> Exercise directions:
Search the data for "dead". Each line containing it is to be copied.

> Task input:
^^^^^^^^

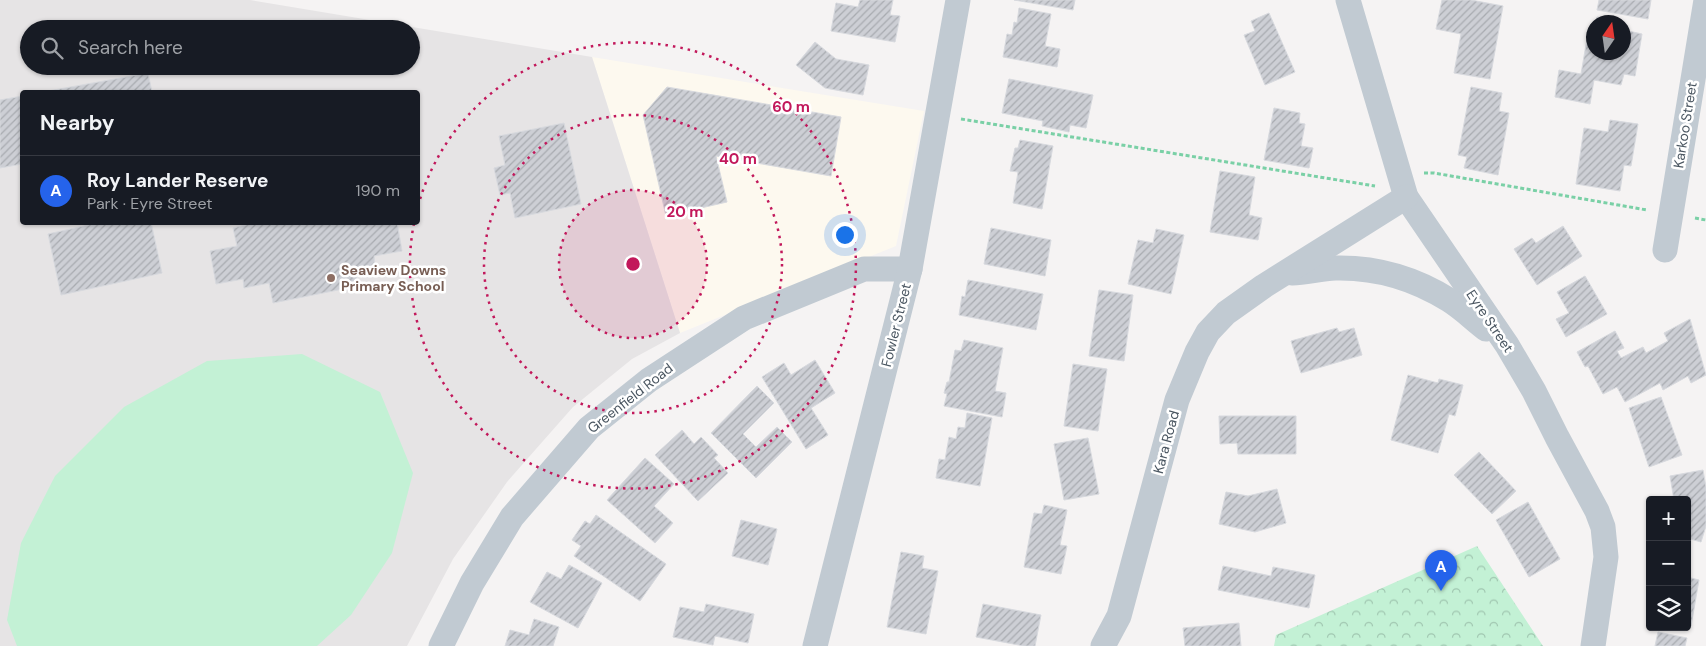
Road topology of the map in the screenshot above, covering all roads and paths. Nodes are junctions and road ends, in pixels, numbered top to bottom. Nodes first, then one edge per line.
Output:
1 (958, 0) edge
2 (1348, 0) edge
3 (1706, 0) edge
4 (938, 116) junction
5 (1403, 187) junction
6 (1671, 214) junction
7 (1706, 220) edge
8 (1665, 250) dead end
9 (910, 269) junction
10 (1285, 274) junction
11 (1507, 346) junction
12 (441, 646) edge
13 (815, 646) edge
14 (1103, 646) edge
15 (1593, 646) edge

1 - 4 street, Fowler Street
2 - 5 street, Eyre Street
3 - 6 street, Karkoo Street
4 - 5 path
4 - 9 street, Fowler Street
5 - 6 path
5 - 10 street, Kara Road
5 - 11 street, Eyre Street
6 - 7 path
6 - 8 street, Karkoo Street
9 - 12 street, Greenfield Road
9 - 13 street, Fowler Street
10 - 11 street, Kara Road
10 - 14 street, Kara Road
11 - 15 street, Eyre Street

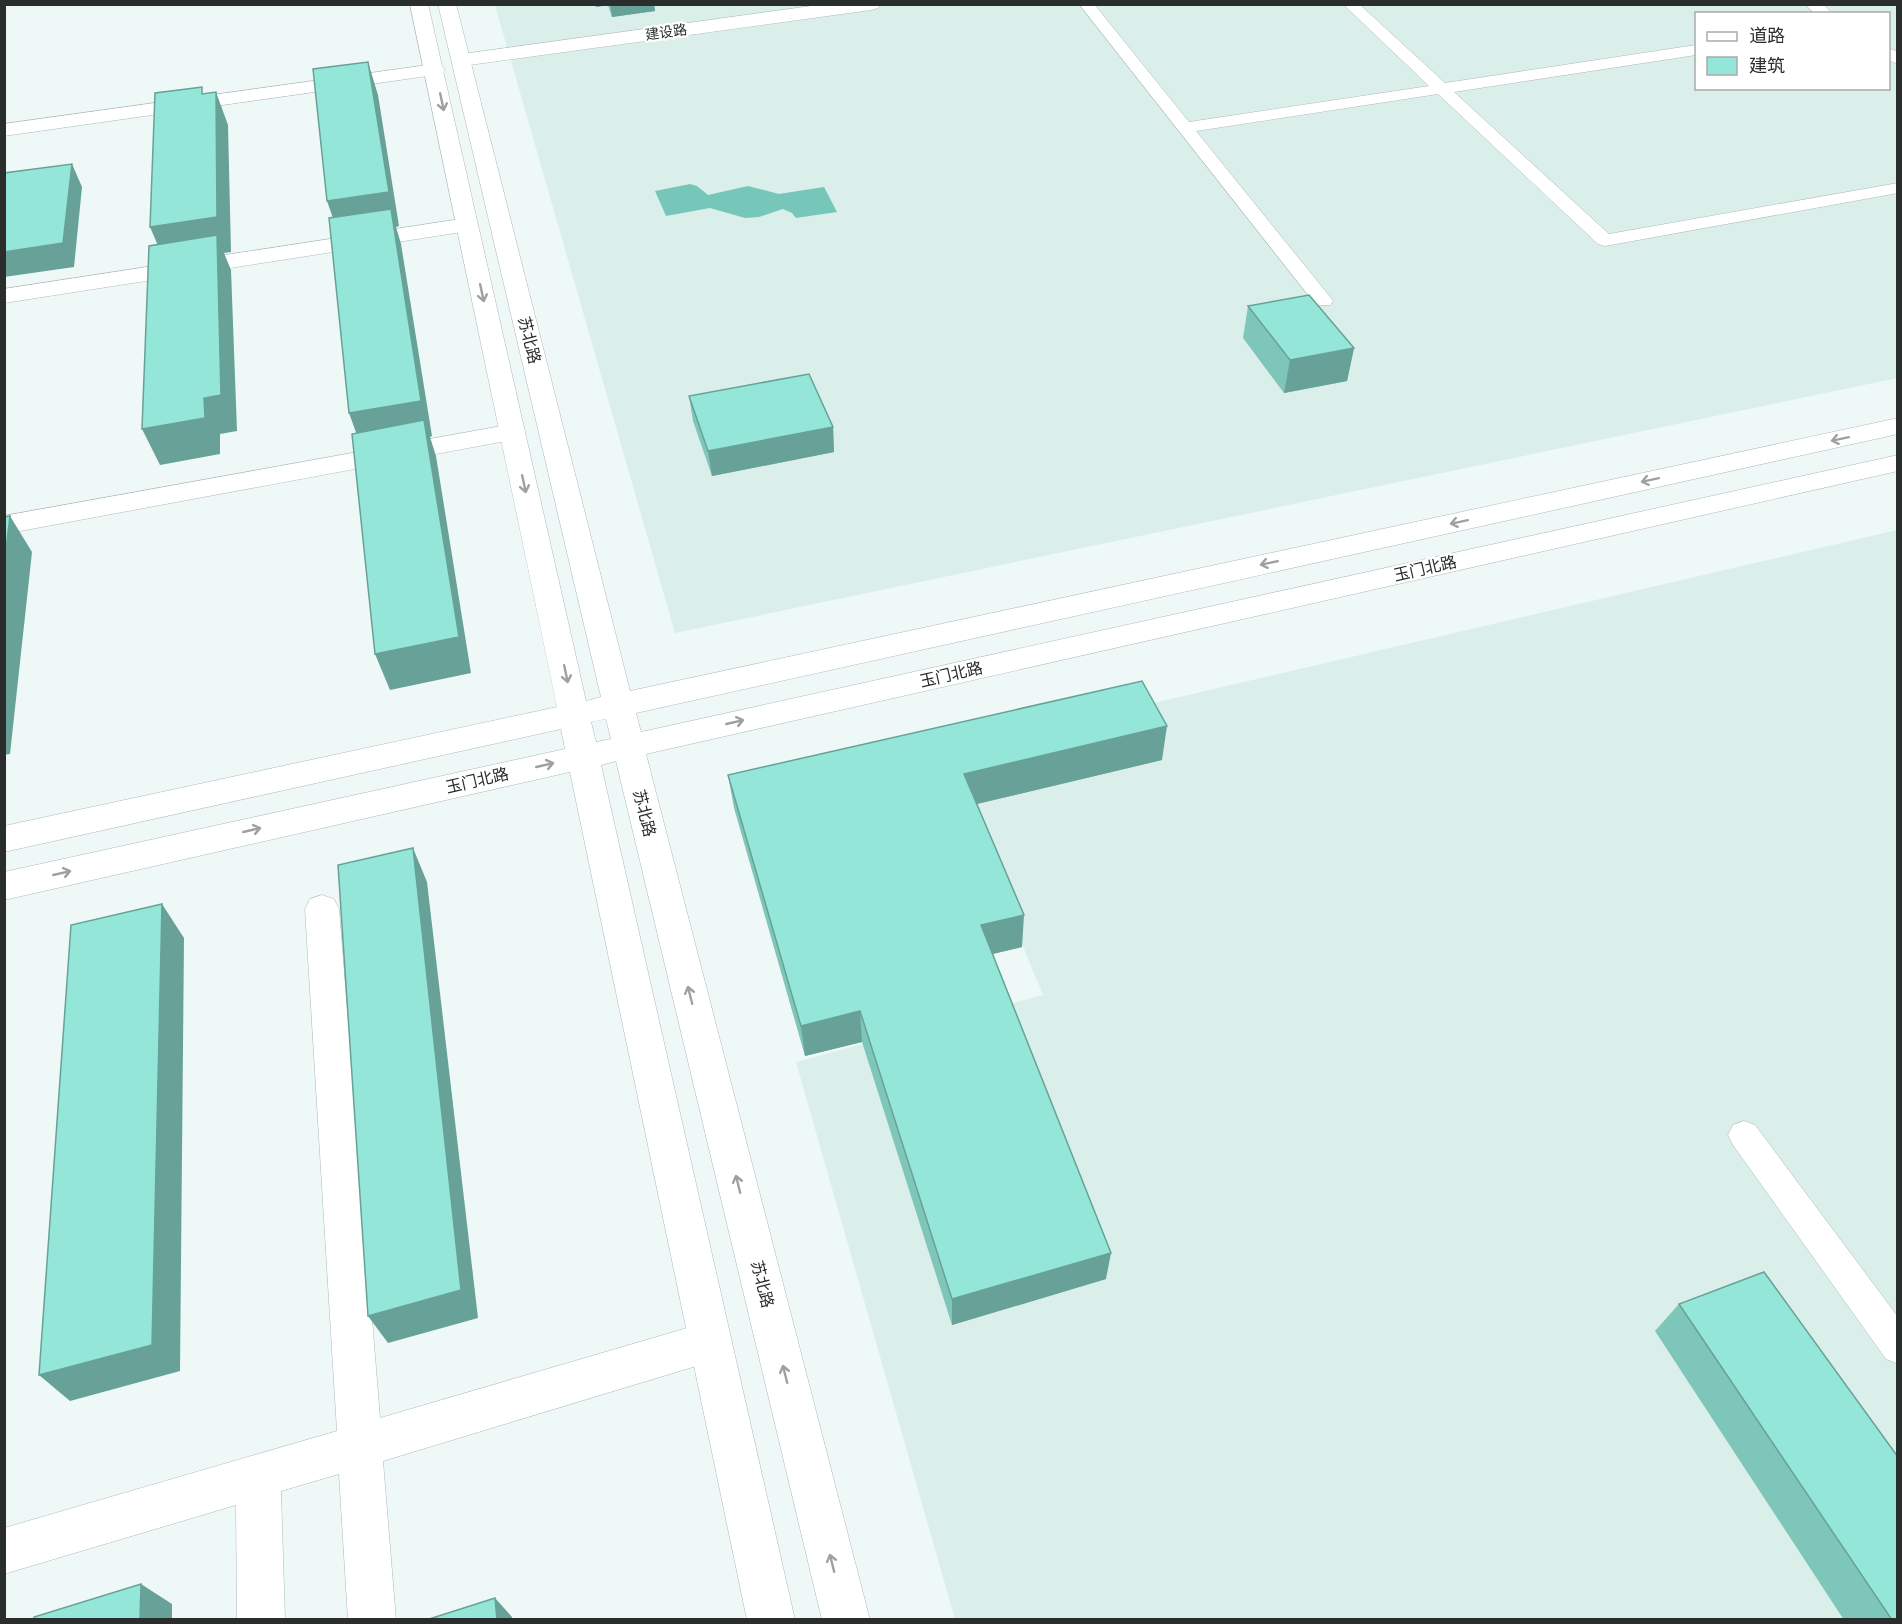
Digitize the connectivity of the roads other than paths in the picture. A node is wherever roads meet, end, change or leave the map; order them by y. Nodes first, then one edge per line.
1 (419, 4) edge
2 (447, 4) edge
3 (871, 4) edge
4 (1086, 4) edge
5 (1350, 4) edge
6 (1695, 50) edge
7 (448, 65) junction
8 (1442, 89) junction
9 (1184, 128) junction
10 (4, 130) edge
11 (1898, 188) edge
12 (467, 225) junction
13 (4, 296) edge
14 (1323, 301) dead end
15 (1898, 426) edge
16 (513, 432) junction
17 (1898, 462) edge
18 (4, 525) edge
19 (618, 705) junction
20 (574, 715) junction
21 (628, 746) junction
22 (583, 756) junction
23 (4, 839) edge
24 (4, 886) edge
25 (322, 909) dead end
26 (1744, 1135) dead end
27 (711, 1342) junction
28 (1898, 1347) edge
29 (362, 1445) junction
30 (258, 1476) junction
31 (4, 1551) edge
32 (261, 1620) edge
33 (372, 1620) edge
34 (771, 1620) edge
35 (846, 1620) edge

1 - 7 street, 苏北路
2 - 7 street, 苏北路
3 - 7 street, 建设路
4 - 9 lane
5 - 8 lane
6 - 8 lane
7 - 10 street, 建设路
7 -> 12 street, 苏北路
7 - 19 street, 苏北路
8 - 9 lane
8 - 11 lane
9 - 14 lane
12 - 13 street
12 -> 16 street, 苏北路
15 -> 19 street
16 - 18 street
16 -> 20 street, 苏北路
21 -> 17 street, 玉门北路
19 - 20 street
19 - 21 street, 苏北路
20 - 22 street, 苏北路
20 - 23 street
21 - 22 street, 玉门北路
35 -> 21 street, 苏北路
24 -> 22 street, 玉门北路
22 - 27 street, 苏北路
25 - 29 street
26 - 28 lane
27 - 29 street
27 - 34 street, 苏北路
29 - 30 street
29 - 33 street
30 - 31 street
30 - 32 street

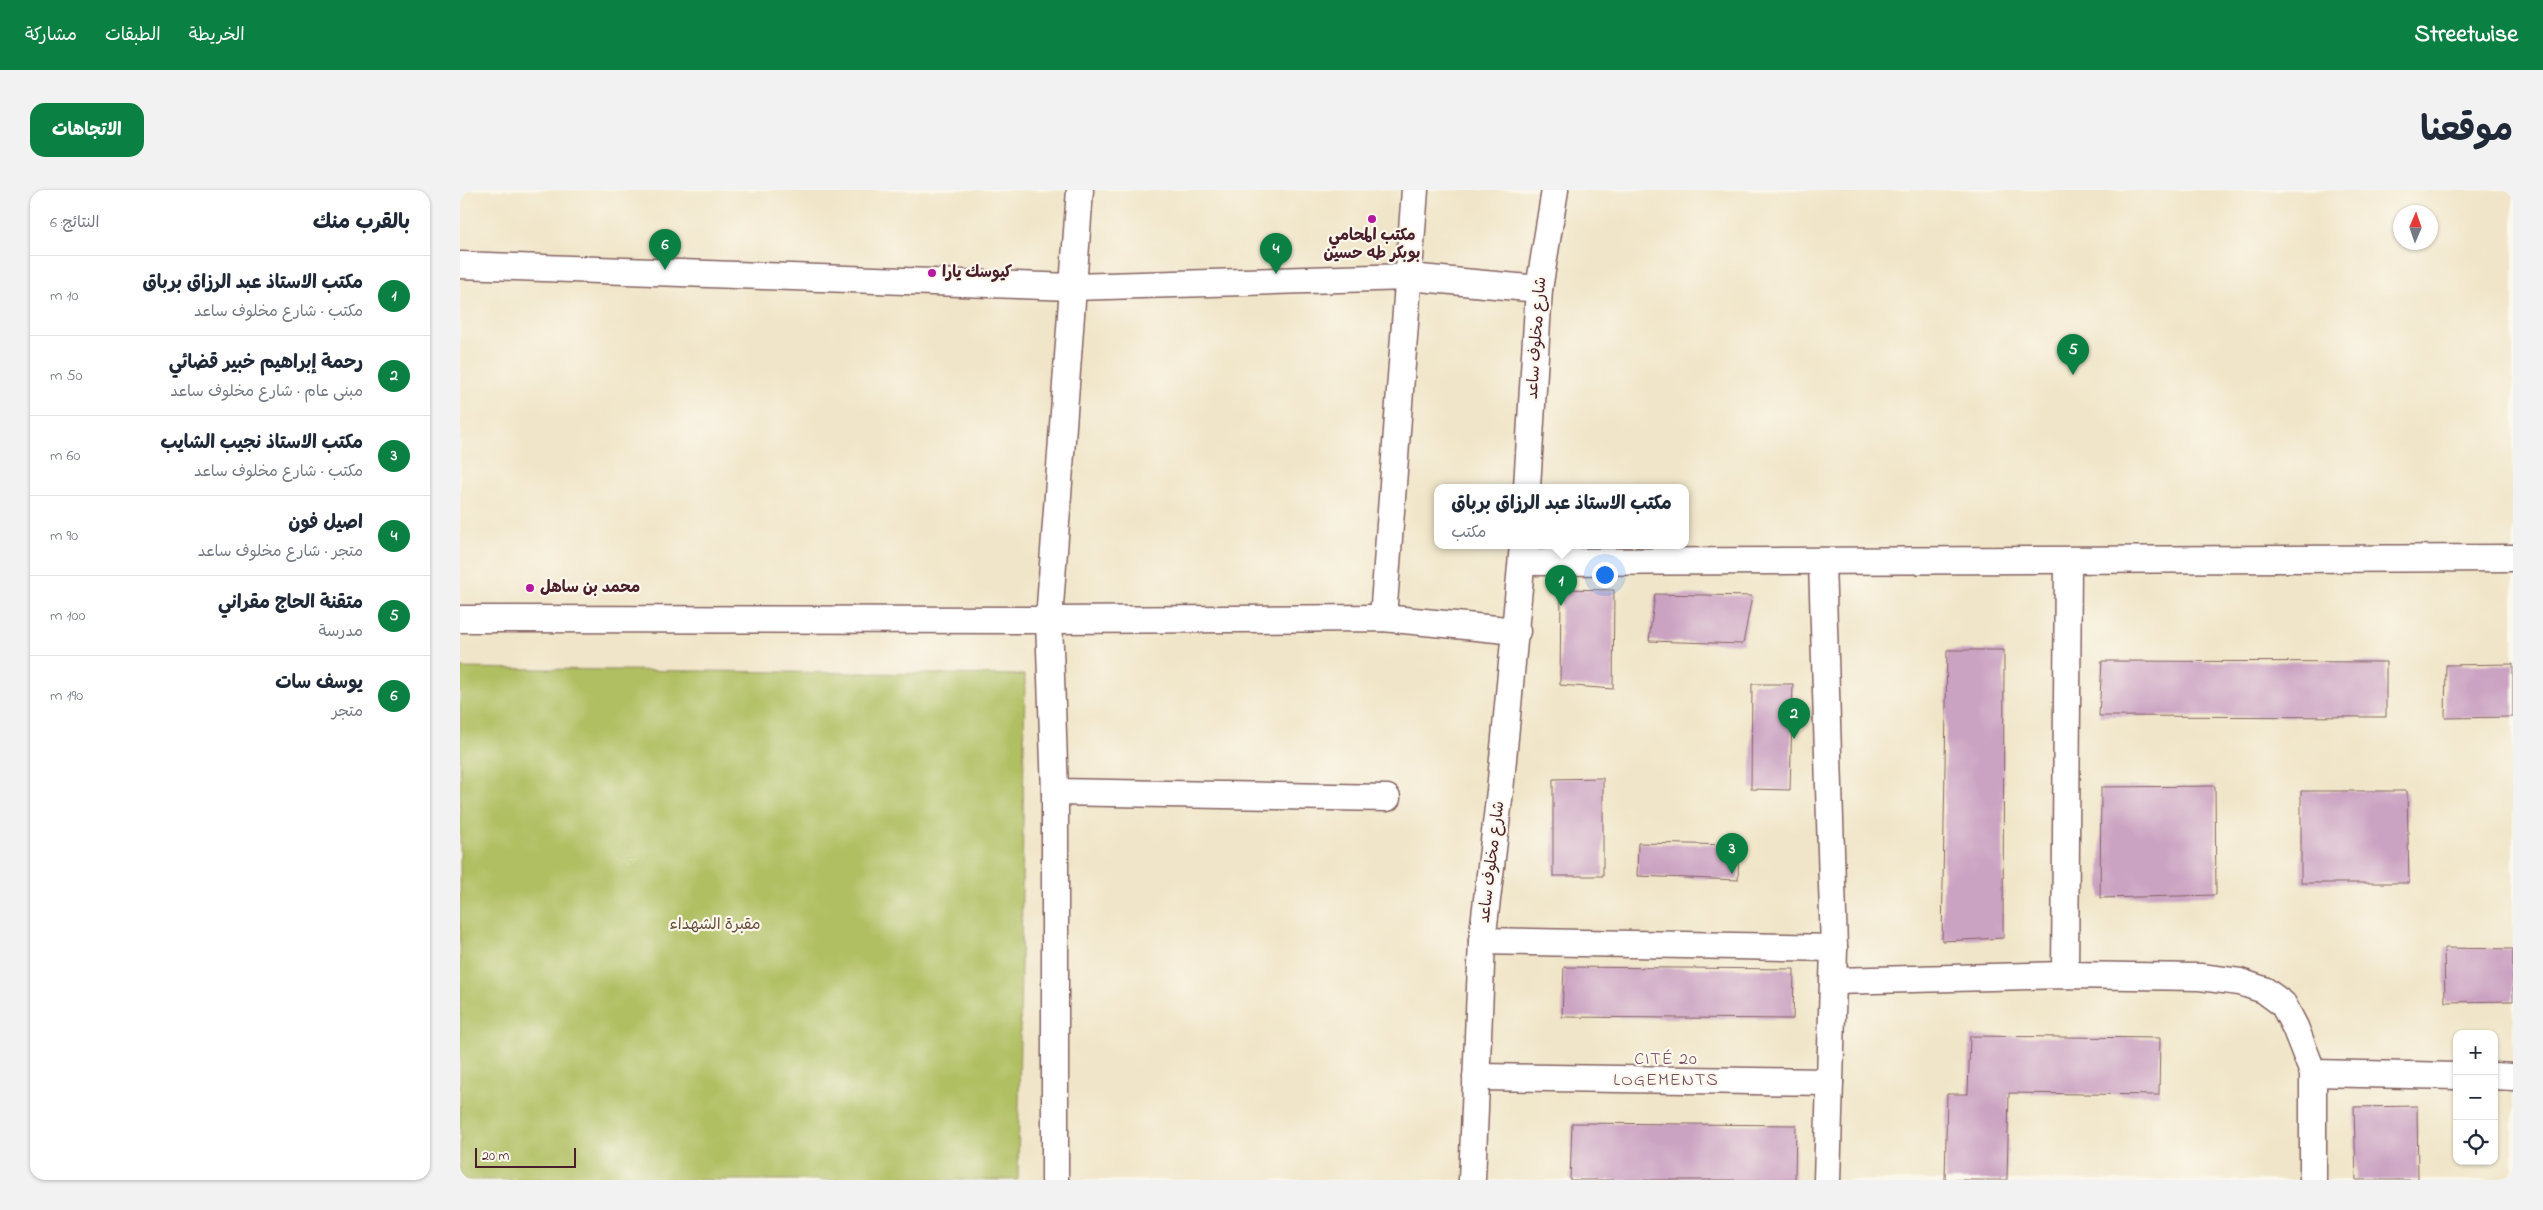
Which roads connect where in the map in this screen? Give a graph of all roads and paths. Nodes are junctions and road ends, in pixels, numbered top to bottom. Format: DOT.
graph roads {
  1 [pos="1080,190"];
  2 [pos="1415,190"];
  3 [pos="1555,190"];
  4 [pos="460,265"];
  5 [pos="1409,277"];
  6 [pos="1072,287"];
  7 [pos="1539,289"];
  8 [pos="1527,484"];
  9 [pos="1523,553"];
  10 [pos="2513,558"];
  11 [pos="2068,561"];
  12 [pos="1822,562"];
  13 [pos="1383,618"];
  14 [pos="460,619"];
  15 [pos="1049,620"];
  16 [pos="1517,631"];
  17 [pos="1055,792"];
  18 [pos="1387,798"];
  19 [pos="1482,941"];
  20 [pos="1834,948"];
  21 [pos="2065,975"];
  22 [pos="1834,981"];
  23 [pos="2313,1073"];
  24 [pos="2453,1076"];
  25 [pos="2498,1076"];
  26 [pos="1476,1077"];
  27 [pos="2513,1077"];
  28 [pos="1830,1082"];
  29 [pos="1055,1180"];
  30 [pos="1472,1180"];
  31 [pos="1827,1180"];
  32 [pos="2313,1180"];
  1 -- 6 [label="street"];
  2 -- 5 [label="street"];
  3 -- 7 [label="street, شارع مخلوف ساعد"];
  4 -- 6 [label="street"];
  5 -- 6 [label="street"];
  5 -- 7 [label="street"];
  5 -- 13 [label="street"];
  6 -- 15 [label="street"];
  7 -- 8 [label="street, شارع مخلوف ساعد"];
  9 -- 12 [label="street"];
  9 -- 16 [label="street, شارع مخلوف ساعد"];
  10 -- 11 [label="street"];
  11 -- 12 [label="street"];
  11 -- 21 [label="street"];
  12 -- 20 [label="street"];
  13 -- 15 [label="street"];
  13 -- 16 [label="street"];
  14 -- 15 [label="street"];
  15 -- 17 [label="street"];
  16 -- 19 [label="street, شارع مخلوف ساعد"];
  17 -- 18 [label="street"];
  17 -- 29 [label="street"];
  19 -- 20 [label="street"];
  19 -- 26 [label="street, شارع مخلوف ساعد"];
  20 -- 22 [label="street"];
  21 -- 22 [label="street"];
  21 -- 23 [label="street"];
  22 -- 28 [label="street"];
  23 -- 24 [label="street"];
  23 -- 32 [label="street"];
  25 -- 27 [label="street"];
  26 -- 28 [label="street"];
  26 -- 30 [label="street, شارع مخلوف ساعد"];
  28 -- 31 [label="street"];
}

^^^^^^^^

> Exercise result:
8 (1665, 250) dead end
14 (1323, 301) dead end
25 (322, 909) dead end
26 (1744, 1135) dead end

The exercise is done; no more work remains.